### SOURCE DATA
---------------
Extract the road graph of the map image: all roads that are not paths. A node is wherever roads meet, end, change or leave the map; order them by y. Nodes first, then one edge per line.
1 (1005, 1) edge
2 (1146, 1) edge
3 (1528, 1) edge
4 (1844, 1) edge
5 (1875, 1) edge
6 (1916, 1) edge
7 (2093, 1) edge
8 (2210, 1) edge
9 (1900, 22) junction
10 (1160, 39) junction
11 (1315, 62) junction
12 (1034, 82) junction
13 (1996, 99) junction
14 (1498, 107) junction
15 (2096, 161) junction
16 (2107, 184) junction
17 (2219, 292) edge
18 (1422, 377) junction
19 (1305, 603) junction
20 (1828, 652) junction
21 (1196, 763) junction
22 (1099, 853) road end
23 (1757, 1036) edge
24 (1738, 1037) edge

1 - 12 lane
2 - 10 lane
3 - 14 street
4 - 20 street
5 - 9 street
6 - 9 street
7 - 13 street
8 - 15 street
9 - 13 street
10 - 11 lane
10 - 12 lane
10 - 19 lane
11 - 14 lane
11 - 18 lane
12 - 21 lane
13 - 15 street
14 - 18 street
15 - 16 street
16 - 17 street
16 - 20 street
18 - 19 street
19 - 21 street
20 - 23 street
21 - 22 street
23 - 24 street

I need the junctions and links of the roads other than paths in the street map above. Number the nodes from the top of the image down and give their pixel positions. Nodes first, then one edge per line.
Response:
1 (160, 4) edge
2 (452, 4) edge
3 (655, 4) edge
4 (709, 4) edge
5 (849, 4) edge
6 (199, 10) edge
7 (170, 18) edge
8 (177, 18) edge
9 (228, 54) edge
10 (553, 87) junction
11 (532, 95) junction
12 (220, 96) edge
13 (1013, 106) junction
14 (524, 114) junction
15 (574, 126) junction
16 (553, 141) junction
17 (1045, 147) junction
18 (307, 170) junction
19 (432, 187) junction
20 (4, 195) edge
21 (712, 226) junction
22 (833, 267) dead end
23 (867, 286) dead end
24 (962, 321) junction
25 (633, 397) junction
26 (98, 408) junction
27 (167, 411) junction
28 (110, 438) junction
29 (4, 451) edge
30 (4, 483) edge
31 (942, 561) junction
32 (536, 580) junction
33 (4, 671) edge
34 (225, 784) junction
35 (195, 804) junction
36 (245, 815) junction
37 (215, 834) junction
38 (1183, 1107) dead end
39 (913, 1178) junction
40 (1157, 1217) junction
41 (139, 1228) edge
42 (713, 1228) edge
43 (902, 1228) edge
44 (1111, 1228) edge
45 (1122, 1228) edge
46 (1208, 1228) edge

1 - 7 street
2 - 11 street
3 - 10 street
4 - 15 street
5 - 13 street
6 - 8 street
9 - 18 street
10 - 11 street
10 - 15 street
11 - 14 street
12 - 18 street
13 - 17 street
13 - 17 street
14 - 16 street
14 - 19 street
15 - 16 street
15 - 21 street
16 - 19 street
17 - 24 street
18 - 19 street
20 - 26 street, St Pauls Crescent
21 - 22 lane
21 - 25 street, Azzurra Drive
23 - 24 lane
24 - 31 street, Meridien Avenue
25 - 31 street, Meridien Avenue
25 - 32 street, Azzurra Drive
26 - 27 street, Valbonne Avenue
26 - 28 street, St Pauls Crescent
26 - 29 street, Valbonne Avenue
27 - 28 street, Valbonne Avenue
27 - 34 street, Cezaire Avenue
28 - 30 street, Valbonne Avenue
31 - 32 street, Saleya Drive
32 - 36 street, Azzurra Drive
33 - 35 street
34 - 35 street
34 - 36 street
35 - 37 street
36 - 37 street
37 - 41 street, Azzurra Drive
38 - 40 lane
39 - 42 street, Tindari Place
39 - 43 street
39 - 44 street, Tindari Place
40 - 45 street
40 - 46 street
---------------
### TASK INSTRUCTIONS
The records above must be written out again exactly.

### OUTPUT FOR THIS TASK
Extract the road graph of the map image: all roads that are not paths. A node is wherever roads meet, end, change or leave the map; order them by y. Nodes first, then one edge per line.
1 (1005, 1) edge
2 (1146, 1) edge
3 (1528, 1) edge
4 (1844, 1) edge
5 (1875, 1) edge
6 (1916, 1) edge
7 (2093, 1) edge
8 (2210, 1) edge
9 (1900, 22) junction
10 (1160, 39) junction
11 (1315, 62) junction
12 (1034, 82) junction
13 (1996, 99) junction
14 (1498, 107) junction
15 (2096, 161) junction
16 (2107, 184) junction
17 (2219, 292) edge
18 (1422, 377) junction
19 (1305, 603) junction
20 (1828, 652) junction
21 (1196, 763) junction
22 (1099, 853) road end
23 (1757, 1036) edge
24 (1738, 1037) edge

1 - 12 lane
2 - 10 lane
3 - 14 street
4 - 20 street
5 - 9 street
6 - 9 street
7 - 13 street
8 - 15 street
9 - 13 street
10 - 11 lane
10 - 12 lane
10 - 19 lane
11 - 14 lane
11 - 18 lane
12 - 21 lane
13 - 15 street
14 - 18 street
15 - 16 street
16 - 17 street
16 - 20 street
18 - 19 street
19 - 21 street
20 - 23 street
21 - 22 street
23 - 24 street

I need the junctions and links of the roads other than paths in the street map above. Number the nodes from the top of the image down and give their pixel positions. Nodes first, then one edge per line.
Response:
1 (160, 4) edge
2 (452, 4) edge
3 (655, 4) edge
4 (709, 4) edge
5 (849, 4) edge
6 (199, 10) edge
7 (170, 18) edge
8 (177, 18) edge
9 (228, 54) edge
10 (553, 87) junction
11 (532, 95) junction
12 (220, 96) edge
13 (1013, 106) junction
14 (524, 114) junction
15 (574, 126) junction
16 (553, 141) junction
17 (1045, 147) junction
18 (307, 170) junction
19 (432, 187) junction
20 (4, 195) edge
21 (712, 226) junction
22 (833, 267) dead end
23 (867, 286) dead end
24 (962, 321) junction
25 (633, 397) junction
26 (98, 408) junction
27 (167, 411) junction
28 (110, 438) junction
29 (4, 451) edge
30 (4, 483) edge
31 (942, 561) junction
32 (536, 580) junction
33 (4, 671) edge
34 (225, 784) junction
35 (195, 804) junction
36 (245, 815) junction
37 (215, 834) junction
38 (1183, 1107) dead end
39 (913, 1178) junction
40 (1157, 1217) junction
41 (139, 1228) edge
42 (713, 1228) edge
43 (902, 1228) edge
44 (1111, 1228) edge
45 (1122, 1228) edge
46 (1208, 1228) edge

1 - 7 street
2 - 11 street
3 - 10 street
4 - 15 street
5 - 13 street
6 - 8 street
9 - 18 street
10 - 11 street
10 - 15 street
11 - 14 street
12 - 18 street
13 - 17 street
13 - 17 street
14 - 16 street
14 - 19 street
15 - 16 street
15 - 21 street
16 - 19 street
17 - 24 street
18 - 19 street
20 - 26 street, St Pauls Crescent
21 - 22 lane
21 - 25 street, Azzurra Drive
23 - 24 lane
24 - 31 street, Meridien Avenue
25 - 31 street, Meridien Avenue
25 - 32 street, Azzurra Drive
26 - 27 street, Valbonne Avenue
26 - 28 street, St Pauls Crescent
26 - 29 street, Valbonne Avenue
27 - 28 street, Valbonne Avenue
27 - 34 street, Cezaire Avenue
28 - 30 street, Valbonne Avenue
31 - 32 street, Saleya Drive
32 - 36 street, Azzurra Drive
33 - 35 street
34 - 35 street
34 - 36 street
35 - 37 street
36 - 37 street
37 - 41 street, Azzurra Drive
38 - 40 lane
39 - 42 street, Tindari Place
39 - 43 street
39 - 44 street, Tindari Place
40 - 45 street
40 - 46 street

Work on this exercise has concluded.